Langhe DOC Rosato
Hills of Langa
Calcareous marls, rich in sand
Exposure and altitude
East/south- east - 200/300m asl
Guyot 4.000-5.000 plants/ha
End of September
0,75 - 1,5 L
Vinification: the three varieties are harvested in different periods, when the grapes are rich in acidity and fruity aromas. The grapes are de-stemmed, crushed and sent to fermentation tanks, where a cold maceration occurs at a temperature of 10 °C for 24 hours. Upon the maceration, a soft pressing of the skins and a subsequent settling of the must is made, then the wine is kept cold for additional 24 hours. Therefore, the must is left to ferment at a maximum temperature of 18° C. After the fermentation of the three wines, the assembly is carried out.

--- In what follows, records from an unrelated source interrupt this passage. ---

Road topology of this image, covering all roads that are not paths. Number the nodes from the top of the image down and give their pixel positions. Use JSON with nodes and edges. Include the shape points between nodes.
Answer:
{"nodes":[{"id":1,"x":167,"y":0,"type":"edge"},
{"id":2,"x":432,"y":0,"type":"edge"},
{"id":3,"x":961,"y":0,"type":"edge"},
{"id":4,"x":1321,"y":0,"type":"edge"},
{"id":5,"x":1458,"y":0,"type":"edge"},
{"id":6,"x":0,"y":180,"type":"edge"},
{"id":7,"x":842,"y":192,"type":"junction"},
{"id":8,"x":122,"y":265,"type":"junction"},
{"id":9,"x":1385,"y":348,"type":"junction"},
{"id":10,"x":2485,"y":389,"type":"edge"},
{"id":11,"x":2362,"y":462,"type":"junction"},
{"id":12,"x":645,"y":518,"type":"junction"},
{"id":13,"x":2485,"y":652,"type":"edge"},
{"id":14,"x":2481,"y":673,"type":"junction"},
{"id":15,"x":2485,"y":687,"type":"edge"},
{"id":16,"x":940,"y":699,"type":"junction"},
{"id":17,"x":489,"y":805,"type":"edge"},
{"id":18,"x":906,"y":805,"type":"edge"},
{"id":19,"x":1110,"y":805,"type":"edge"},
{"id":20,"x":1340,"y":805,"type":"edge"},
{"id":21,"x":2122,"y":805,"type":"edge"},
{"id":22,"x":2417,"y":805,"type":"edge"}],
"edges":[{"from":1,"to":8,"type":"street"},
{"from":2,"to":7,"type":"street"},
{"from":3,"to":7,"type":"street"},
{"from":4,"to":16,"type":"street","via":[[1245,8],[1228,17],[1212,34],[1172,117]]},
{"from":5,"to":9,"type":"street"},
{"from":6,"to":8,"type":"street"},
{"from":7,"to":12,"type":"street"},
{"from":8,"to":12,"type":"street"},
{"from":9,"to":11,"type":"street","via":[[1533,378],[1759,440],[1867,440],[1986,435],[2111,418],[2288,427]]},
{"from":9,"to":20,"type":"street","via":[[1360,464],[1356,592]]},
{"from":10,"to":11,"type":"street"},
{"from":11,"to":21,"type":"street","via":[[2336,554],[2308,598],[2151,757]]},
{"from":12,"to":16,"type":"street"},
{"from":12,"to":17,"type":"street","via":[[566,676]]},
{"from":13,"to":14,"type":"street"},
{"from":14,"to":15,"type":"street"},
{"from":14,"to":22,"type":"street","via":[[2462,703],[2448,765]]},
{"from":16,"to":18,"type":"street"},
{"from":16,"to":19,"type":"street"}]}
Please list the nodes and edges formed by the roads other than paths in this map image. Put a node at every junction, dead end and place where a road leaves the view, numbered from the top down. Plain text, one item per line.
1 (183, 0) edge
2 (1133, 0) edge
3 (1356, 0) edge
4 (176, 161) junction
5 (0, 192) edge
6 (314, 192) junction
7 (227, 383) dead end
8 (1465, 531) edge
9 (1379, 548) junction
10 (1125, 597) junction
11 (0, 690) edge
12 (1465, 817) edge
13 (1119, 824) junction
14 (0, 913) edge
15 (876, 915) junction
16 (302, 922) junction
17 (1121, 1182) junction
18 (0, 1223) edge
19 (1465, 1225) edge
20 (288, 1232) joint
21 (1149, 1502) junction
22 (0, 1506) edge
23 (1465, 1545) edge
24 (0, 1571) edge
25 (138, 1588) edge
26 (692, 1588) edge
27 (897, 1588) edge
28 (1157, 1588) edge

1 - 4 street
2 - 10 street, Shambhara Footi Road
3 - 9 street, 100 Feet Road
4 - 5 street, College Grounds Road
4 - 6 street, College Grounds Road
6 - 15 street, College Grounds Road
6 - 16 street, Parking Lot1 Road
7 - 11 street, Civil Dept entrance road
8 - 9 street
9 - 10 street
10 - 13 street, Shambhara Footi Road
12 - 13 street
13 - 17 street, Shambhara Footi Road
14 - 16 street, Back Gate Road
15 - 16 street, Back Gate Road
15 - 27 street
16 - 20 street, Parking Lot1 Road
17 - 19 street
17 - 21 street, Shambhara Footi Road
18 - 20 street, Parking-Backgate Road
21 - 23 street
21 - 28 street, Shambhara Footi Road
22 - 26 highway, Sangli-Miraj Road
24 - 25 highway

Aging: The wine is left on lees for a period of three months at a temperature of 5 °C to inhibit malolactic fermentation. The bottling is done in late winter. The rosé wine should be consumed within two years.
As soon as the wine is bottled, its colour is powder pink; with time it can take slightly coppery reflections. The flavours are fruity with notes of raspberry, blueberry and ripe strawberries. In the mouth the wine is fresh, soft and savory.
Excellent as aperitif, with seafood, pasta and salumi.